Vlad Nancă and Nona Inescu at Trapéz Gallery / Budapest

Vlad Nancă and Nona Inescu / Aerial Roots

Curated by Nikolett Erőss

20th January – 10th May 2017

Trapéz Gallery
Henszlmann Imre utca 3, Budapest, Hungary, 1053





 Nona Inescu 


 Nona Inescu 

 Nona Inescu 

Nona Inescu 


 Vlad Nancă 

 Vlad Nancă 

Vlad Nancă 


The idea weaving through the exhibition is the concept of the aerial root, originating high above the ground, heading to the earth; a metaphor of immobility and (the impossibility) of drawing away, of release. The works of Vlad Nancă (Bucharest, 1979) and Nona Inescu (1991) are characterised by an attachement to their environment, a boundedness, and at the same time a distance originating from examining this situation to which humour is also well known. Both artists highlight and re-phrase characteristics of their environment; characteristics which attest to a very precise, delicate knowledge of this environment, and a close observation of it, while becoming determining factors of it, almost unawares. These are banal things in front of the eyes of all of us which soak into the environment in a way that we do not notice that their absurdity or impressive beauty is under the threshold of everyday life.
The two artists highlight these found situations and phenomena. Vlad Nancă committedly collected DIY-constructions created by town-dwellers to reserve parking spots. He re-created these constructions, changing their earlier ephemeral quality to finely-shapen, durable materials; this way the constructions remind us more to minimalist statues than somewhat autocratic reserving instruments of the street. Nona Inescu’s commitment to a botanical mode of visualisation, to less valued weeds, or to leaf textures chewed by caterpillars, which are also indigenous in cities, shows a similar attention and systematic thinking, resulting in an especially sensitive mode of representation.
The emblematic work of the exhibition is the concrete slipper created by Nona Inescu: the overleather is connected to a concrete lower part making a step almost imspossible.

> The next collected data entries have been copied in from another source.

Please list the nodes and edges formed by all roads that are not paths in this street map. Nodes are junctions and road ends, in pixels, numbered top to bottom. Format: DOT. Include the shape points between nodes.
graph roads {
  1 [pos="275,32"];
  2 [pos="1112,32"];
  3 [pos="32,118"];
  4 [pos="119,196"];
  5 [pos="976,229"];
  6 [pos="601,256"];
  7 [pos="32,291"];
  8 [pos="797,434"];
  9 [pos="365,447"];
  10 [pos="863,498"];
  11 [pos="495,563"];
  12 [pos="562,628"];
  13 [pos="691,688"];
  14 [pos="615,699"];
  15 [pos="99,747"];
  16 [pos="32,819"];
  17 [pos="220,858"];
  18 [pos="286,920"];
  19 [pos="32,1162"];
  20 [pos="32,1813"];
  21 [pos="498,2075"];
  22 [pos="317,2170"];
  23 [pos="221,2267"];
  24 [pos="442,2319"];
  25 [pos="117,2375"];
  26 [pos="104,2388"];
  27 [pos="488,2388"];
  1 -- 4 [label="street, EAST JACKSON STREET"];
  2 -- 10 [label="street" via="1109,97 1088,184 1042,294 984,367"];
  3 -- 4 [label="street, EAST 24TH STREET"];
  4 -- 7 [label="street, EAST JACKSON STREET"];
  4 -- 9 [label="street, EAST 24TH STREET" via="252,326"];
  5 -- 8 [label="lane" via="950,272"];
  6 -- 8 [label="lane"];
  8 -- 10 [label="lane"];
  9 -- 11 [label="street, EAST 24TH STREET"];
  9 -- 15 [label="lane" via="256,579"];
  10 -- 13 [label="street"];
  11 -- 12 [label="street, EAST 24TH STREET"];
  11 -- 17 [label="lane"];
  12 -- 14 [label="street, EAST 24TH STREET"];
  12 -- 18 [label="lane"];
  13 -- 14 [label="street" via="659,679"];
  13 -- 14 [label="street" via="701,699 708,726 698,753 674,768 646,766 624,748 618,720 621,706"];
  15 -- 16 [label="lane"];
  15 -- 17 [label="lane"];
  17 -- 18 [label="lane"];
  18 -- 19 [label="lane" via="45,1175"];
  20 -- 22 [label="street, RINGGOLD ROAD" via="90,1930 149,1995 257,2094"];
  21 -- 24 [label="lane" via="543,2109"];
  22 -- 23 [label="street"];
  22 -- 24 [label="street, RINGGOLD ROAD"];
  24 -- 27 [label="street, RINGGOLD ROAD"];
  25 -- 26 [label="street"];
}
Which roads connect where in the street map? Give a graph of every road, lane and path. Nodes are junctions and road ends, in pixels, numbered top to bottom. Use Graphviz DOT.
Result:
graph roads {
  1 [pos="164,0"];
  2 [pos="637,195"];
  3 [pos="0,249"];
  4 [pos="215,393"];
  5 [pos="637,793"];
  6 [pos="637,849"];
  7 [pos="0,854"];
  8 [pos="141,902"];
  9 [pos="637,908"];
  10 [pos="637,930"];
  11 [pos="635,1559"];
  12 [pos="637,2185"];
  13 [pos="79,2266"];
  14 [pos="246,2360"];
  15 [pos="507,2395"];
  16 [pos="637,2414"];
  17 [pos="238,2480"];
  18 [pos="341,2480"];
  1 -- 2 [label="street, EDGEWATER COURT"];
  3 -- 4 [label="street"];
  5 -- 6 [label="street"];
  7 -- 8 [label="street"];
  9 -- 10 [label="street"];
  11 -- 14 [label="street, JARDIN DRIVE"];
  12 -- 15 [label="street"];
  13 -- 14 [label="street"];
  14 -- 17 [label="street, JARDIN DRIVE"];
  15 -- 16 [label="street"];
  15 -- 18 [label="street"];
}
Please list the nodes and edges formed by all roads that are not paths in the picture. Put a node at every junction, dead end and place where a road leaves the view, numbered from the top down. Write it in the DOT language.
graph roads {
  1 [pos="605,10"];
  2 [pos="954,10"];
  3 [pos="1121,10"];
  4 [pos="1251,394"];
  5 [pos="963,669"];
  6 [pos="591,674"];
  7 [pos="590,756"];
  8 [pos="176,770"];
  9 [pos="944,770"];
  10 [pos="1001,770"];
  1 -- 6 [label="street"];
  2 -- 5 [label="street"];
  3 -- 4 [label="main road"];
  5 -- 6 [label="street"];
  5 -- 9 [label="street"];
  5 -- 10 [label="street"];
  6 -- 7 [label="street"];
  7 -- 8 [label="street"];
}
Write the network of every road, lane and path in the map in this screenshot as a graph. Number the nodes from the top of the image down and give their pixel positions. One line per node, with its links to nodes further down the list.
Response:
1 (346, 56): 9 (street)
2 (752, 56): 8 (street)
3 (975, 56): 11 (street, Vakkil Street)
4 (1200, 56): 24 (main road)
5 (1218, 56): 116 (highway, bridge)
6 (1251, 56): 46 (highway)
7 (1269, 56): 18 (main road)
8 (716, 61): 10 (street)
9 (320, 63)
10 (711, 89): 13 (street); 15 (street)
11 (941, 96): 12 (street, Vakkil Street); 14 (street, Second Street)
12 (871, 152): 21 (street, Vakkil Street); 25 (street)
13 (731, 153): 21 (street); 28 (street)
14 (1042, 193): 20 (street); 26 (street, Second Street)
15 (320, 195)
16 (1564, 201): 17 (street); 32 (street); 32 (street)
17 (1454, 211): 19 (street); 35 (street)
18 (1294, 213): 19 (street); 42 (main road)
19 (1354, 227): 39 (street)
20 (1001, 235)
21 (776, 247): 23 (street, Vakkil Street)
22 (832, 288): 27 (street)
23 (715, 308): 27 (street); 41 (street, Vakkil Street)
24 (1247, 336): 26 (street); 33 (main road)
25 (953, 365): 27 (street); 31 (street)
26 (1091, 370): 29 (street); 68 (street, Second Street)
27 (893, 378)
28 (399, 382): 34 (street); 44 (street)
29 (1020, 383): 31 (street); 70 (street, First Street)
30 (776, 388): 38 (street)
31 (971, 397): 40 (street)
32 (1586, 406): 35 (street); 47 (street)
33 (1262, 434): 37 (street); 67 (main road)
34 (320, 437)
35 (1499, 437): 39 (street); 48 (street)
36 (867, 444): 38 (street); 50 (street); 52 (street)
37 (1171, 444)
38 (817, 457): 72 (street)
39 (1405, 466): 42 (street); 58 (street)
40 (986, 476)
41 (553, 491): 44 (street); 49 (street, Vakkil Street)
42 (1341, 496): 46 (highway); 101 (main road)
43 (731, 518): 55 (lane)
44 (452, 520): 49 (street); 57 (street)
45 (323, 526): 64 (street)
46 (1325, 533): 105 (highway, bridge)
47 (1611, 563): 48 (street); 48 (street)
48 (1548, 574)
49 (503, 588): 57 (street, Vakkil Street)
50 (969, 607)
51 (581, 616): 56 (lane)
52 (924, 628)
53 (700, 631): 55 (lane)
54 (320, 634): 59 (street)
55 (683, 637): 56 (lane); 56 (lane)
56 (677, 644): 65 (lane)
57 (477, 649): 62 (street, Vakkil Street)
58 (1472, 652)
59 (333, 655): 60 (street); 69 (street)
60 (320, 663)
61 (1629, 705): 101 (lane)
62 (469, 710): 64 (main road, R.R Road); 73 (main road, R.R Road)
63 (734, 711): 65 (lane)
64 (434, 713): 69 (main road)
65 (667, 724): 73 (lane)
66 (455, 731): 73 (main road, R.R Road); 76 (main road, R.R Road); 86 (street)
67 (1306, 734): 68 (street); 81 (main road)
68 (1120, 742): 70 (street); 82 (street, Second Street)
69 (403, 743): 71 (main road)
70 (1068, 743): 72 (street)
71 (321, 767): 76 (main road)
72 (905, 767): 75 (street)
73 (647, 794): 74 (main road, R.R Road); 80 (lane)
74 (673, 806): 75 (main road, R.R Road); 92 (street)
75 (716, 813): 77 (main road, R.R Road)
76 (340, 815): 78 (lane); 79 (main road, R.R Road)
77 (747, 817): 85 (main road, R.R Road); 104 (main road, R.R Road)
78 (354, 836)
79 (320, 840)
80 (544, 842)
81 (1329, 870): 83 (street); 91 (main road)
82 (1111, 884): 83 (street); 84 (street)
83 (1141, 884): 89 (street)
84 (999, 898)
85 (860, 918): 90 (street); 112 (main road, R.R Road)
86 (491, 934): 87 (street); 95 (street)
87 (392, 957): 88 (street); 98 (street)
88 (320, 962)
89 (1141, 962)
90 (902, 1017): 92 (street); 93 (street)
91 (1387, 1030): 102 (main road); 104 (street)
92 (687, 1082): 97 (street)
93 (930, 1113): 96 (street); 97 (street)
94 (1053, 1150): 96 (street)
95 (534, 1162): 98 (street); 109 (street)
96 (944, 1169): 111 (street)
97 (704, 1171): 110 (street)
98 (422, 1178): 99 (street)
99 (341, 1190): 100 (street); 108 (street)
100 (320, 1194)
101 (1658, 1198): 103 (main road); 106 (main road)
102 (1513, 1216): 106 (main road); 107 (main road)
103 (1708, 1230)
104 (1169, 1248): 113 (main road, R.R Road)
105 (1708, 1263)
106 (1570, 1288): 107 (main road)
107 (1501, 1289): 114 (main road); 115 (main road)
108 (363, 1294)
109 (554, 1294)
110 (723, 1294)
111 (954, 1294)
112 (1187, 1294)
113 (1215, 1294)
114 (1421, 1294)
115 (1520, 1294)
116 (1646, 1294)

The constant sense of being on the road, which is necessarily pertaining to the role of the contemporary artist (as well) inhibits the clinging to cosiness; the reassuring feeling of belonging somewhere is suspended by the burden of fixedness, the weight of the consequences of the steps.
The aerial roots meet at several points while following their own paths: they are the transition, the boundedness, and at the same time arborescent possibilities as well.